Viral myocarditis: potential defense mechanisms within the cardiomyocyte against virus infection

Abstract

Virus infection can inflict significant damage on cardiomyocytes through direct injury and secondary immune reactions, leading to myocarditis and dilated cardiomyopathy. While viral myocarditis or cardiomyopathy is a complication of systemic infection of cardiotropic viruses, most individuals infected with the viruses do not develop significant cardiac disease. However, some individuals proceed to develop severe virus-mediated heart disease. Recent studies have shown that viral infection of cardiomyocytes is required for the development of myocarditis and subsequent cardiomyopathy. This suggests that viral infection of cardiomyocytes can be an important step that determines the pathogenesis of viral myocarditis during systemic infection. Accordingly, this article focuses on potential defense mechanisms within the cardiomyocyte against virus infection. Understanding of the cardiomyocyte defense against invading viruses may give us novel insights into the pathophysiology of viral myocarditis, and enable us to develop innovative strategies of diagnosis and treatment for this challenging clinical entity.

Figure 1. Toll-like receptors and their signaling against virus infection

While TLR2 and 4 recognize viral pathogens on the plasma membrane, TLR3, 7/8 and 9 recognize viral RNA or DNA in the endosome. For the induction of type I IFNs, there are two major pathways downstream of TLRs, MyD88-dependent and TRIF-dependent pathways. Based on data from animal models, the TLR3–TRIF pathway seems to play an important role against CVB3 myocarditis. Further study will be necessary for other cardiotropic virus-mediated myocarditis. Moreover, the significance of each TLR signaling pathway in the cardiomyocyte remains to be elucidated. AdV: Adenovirus; EBV: Epstein–Barr virus; HCMV: Human cytomegalovirus; HSV: Herpes simplex virus; HTLV: Human T-lymphotropic virus; Inf-A: Influenza virus A; IRF: Interferon regulatory factor; LPS: Lipopolysaccharide; MCMV: Mouse cytomegalovirus; MeV: Measles virus; ReoV: Reovirus; RSV: Human respiratory syncytial virus; VZV: Varicella zoster virus.

Figure 2. Recently discovered cytosolic viral RNA and DNA sensors and their substrates

The recognition of viral RNA or DNA in the host cytosol activates downstream signaling, resulting in the production of type I IFNs and proinflammatory cytokines to limit viral replication and propagation. While the importance of the MDA-5–MAVS pathway against systemic CVB3 infection has been confirmed, the impact of the pathway on CVB3 infection of the heart and subsequent myocarditis is not fully understood. AdV: Adenovirus; CBV B3: Coxsackievirus B3; CTD: C-terminal domain; DAI: DNA-dependent activator of interferon regulatory factors; EBV: Epstein–Barr virus; EMCV: Encephalomyocarditis virus; HD: DEAD box helicase-like domain; HSV: Herpes simplex virus; JEV: Japanese encephalitis virus; NDV: Newcastle disease virus; RIG-I: Retinoic acid-induced protein-I; SeV: Sendai virus; VSV: Vesicular stomatitis virus.

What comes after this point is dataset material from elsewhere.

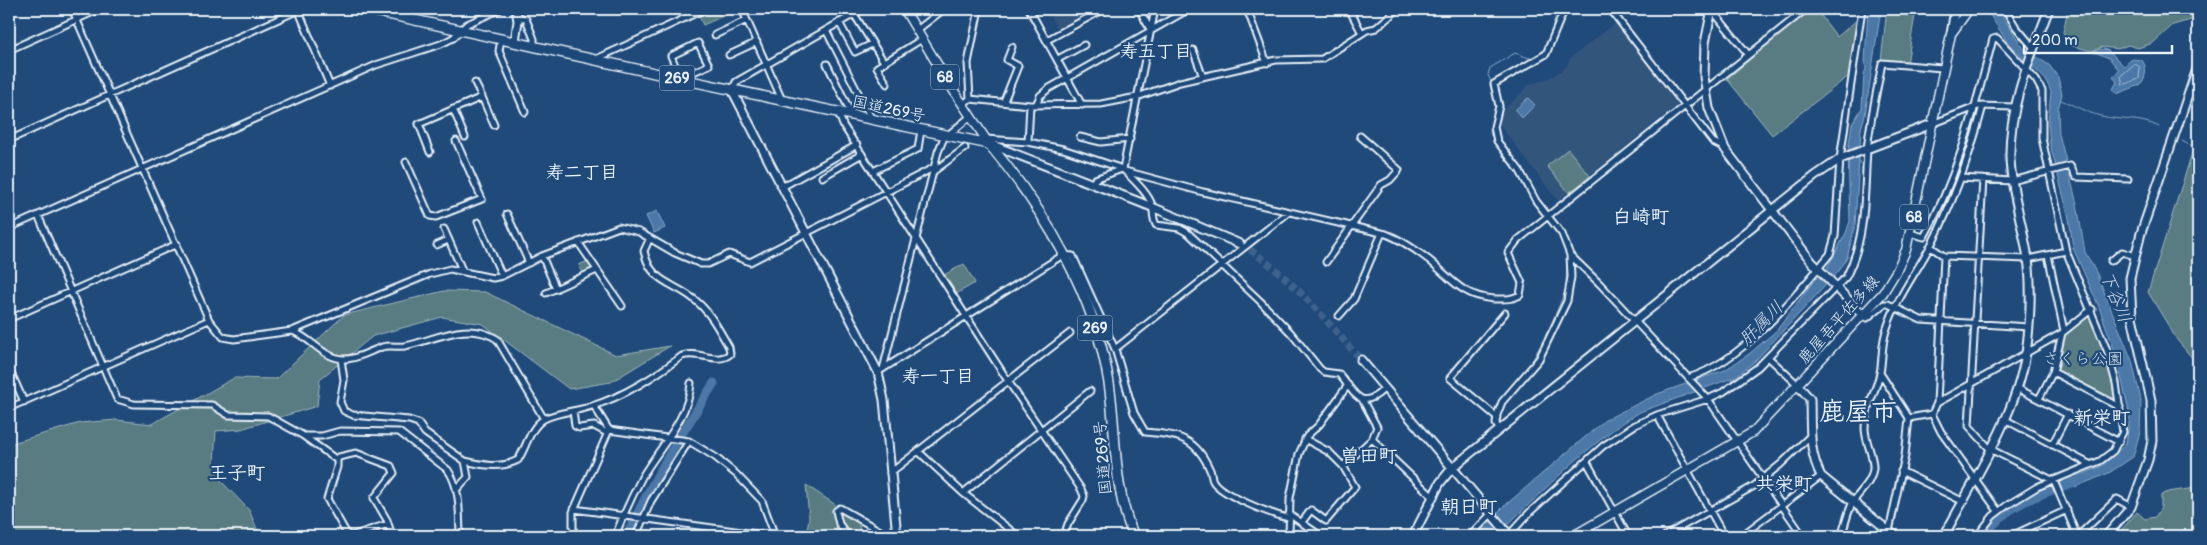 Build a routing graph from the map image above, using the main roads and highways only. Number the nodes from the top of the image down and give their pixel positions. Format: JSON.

Figure 3. Potential fate of cardiomyocytes after virus infection of the heart

Infected cardiomyocytes are thought to die due to the direct effect of the infecting virus (direct injury or apoptosis) and/or the attack of immune cells such as cytotoxic T lymphocytes (necrosis or inflammation), which is usually associated with acute and chronic inflammation in the heart. The loss of functional cardiomyocytes can directly affect cardiac function or induce secondary cardiac remodeling, leading to dilated cardiomyopathy in the long run. It is also known that persistence of virus RNA can be observed in cardiomyocytes in the chronic phase of infection. However, it is still controversial whether this persistence can induce cardiomyocyte death or chronic inflammation, or affect disease progress. Interestingly, while the persistence of virus RNA in the heart is clear, the infectious particles have never been isolated from patient samples in the chronic phase of infection to date. In addition, it has not been determined whether cardiomyocytes can remove such persistently infecting virus RNA from the cell. If possible, elucidation of these mechanisms may provide novel insights into diagnostic and therapeutic strategies against viral myocarditis and subsequent cardiomyopathy. Processes that have been or not been well accepted are shown with black or red arrows, respectively.